§ Saved data entries
++++++
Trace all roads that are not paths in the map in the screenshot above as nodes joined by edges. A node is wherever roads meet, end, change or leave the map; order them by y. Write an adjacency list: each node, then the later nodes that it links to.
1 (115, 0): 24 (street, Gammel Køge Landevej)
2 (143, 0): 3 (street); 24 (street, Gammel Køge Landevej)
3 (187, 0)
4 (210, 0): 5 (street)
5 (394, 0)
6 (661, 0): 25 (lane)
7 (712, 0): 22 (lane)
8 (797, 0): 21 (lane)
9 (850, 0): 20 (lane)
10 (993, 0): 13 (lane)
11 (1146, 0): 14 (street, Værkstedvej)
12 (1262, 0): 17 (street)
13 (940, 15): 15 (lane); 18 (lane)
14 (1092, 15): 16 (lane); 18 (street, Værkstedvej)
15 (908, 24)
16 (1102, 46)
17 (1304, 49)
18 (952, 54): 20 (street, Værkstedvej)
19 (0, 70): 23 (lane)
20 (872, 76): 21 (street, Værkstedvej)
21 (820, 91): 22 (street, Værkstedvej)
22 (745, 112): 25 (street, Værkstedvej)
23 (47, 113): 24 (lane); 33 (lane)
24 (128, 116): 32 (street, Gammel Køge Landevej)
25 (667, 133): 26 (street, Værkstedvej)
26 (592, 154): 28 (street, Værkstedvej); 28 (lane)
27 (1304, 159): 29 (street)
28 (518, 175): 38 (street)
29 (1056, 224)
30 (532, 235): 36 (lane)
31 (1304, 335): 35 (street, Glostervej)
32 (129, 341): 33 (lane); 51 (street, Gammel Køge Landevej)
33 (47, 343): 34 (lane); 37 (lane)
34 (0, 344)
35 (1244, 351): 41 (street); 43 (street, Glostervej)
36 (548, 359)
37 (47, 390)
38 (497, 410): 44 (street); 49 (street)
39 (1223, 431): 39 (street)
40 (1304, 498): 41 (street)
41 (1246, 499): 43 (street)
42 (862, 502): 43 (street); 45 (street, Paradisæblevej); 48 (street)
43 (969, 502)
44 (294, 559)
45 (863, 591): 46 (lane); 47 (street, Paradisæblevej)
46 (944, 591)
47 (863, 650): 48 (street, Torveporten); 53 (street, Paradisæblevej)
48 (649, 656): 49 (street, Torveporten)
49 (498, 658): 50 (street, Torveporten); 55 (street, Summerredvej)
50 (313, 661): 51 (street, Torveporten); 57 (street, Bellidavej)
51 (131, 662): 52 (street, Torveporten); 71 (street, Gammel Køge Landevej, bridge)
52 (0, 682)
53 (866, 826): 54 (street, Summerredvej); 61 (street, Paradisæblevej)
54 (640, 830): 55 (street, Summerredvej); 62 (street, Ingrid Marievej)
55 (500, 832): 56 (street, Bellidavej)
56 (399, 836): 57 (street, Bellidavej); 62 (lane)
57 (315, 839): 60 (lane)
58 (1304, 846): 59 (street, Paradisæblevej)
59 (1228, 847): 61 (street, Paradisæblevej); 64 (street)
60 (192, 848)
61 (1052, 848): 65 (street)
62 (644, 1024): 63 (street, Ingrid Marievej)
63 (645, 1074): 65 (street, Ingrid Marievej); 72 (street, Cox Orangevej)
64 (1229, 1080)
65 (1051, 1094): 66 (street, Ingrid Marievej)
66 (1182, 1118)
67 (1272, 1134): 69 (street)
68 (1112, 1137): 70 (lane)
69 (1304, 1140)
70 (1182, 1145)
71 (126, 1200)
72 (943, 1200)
++++++
§ The task
Please give all the lines above again, exactly as they read.

§ Response to this exercise
Trace all roads that are not paths in the map in the screenshot above as nodes joined by edges. A node is wherever roads meet, end, change or leave the map; order them by y. Write an adjacency list: each node, then the later nodes that it links to.
1 (115, 0): 24 (street, Gammel Køge Landevej)
2 (143, 0): 3 (street); 24 (street, Gammel Køge Landevej)
3 (187, 0)
4 (210, 0): 5 (street)
5 (394, 0)
6 (661, 0): 25 (lane)
7 (712, 0): 22 (lane)
8 (797, 0): 21 (lane)
9 (850, 0): 20 (lane)
10 (993, 0): 13 (lane)
11 (1146, 0): 14 (street, Værkstedvej)
12 (1262, 0): 17 (street)
13 (940, 15): 15 (lane); 18 (lane)
14 (1092, 15): 16 (lane); 18 (street, Værkstedvej)
15 (908, 24)
16 (1102, 46)
17 (1304, 49)
18 (952, 54): 20 (street, Værkstedvej)
19 (0, 70): 23 (lane)
20 (872, 76): 21 (street, Værkstedvej)
21 (820, 91): 22 (street, Værkstedvej)
22 (745, 112): 25 (street, Værkstedvej)
23 (47, 113): 24 (lane); 33 (lane)
24 (128, 116): 32 (street, Gammel Køge Landevej)
25 (667, 133): 26 (street, Værkstedvej)
26 (592, 154): 28 (street, Værkstedvej); 28 (lane)
27 (1304, 159): 29 (street)
28 (518, 175): 38 (street)
29 (1056, 224)
30 (532, 235): 36 (lane)
31 (1304, 335): 35 (street, Glostervej)
32 (129, 341): 33 (lane); 51 (street, Gammel Køge Landevej)
33 (47, 343): 34 (lane); 37 (lane)
34 (0, 344)
35 (1244, 351): 41 (street); 43 (street, Glostervej)
36 (548, 359)
37 (47, 390)
38 (497, 410): 44 (street); 49 (street)
39 (1223, 431): 39 (street)
40 (1304, 498): 41 (street)
41 (1246, 499): 43 (street)
42 (862, 502): 43 (street); 45 (street, Paradisæblevej); 48 (street)
43 (969, 502)
44 (294, 559)
45 (863, 591): 46 (lane); 47 (street, Paradisæblevej)
46 (944, 591)
47 (863, 650): 48 (street, Torveporten); 53 (street, Paradisæblevej)
48 (649, 656): 49 (street, Torveporten)
49 (498, 658): 50 (street, Torveporten); 55 (street, Summerredvej)
50 (313, 661): 51 (street, Torveporten); 57 (street, Bellidavej)
51 (131, 662): 52 (street, Torveporten); 71 (street, Gammel Køge Landevej, bridge)
52 (0, 682)
53 (866, 826): 54 (street, Summerredvej); 61 (street, Paradisæblevej)
54 (640, 830): 55 (street, Summerredvej); 62 (street, Ingrid Marievej)
55 (500, 832): 56 (street, Bellidavej)
56 (399, 836): 57 (street, Bellidavej); 62 (lane)
57 (315, 839): 60 (lane)
58 (1304, 846): 59 (street, Paradisæblevej)
59 (1228, 847): 61 (street, Paradisæblevej); 64 (street)
60 (192, 848)
61 (1052, 848): 65 (street)
62 (644, 1024): 63 (street, Ingrid Marievej)
63 (645, 1074): 65 (street, Ingrid Marievej); 72 (street, Cox Orangevej)
64 (1229, 1080)
65 (1051, 1094): 66 (street, Ingrid Marievej)
66 (1182, 1118)
67 (1272, 1134): 69 (street)
68 (1112, 1137): 70 (lane)
69 (1304, 1140)
70 (1182, 1145)
71 (126, 1200)
72 (943, 1200)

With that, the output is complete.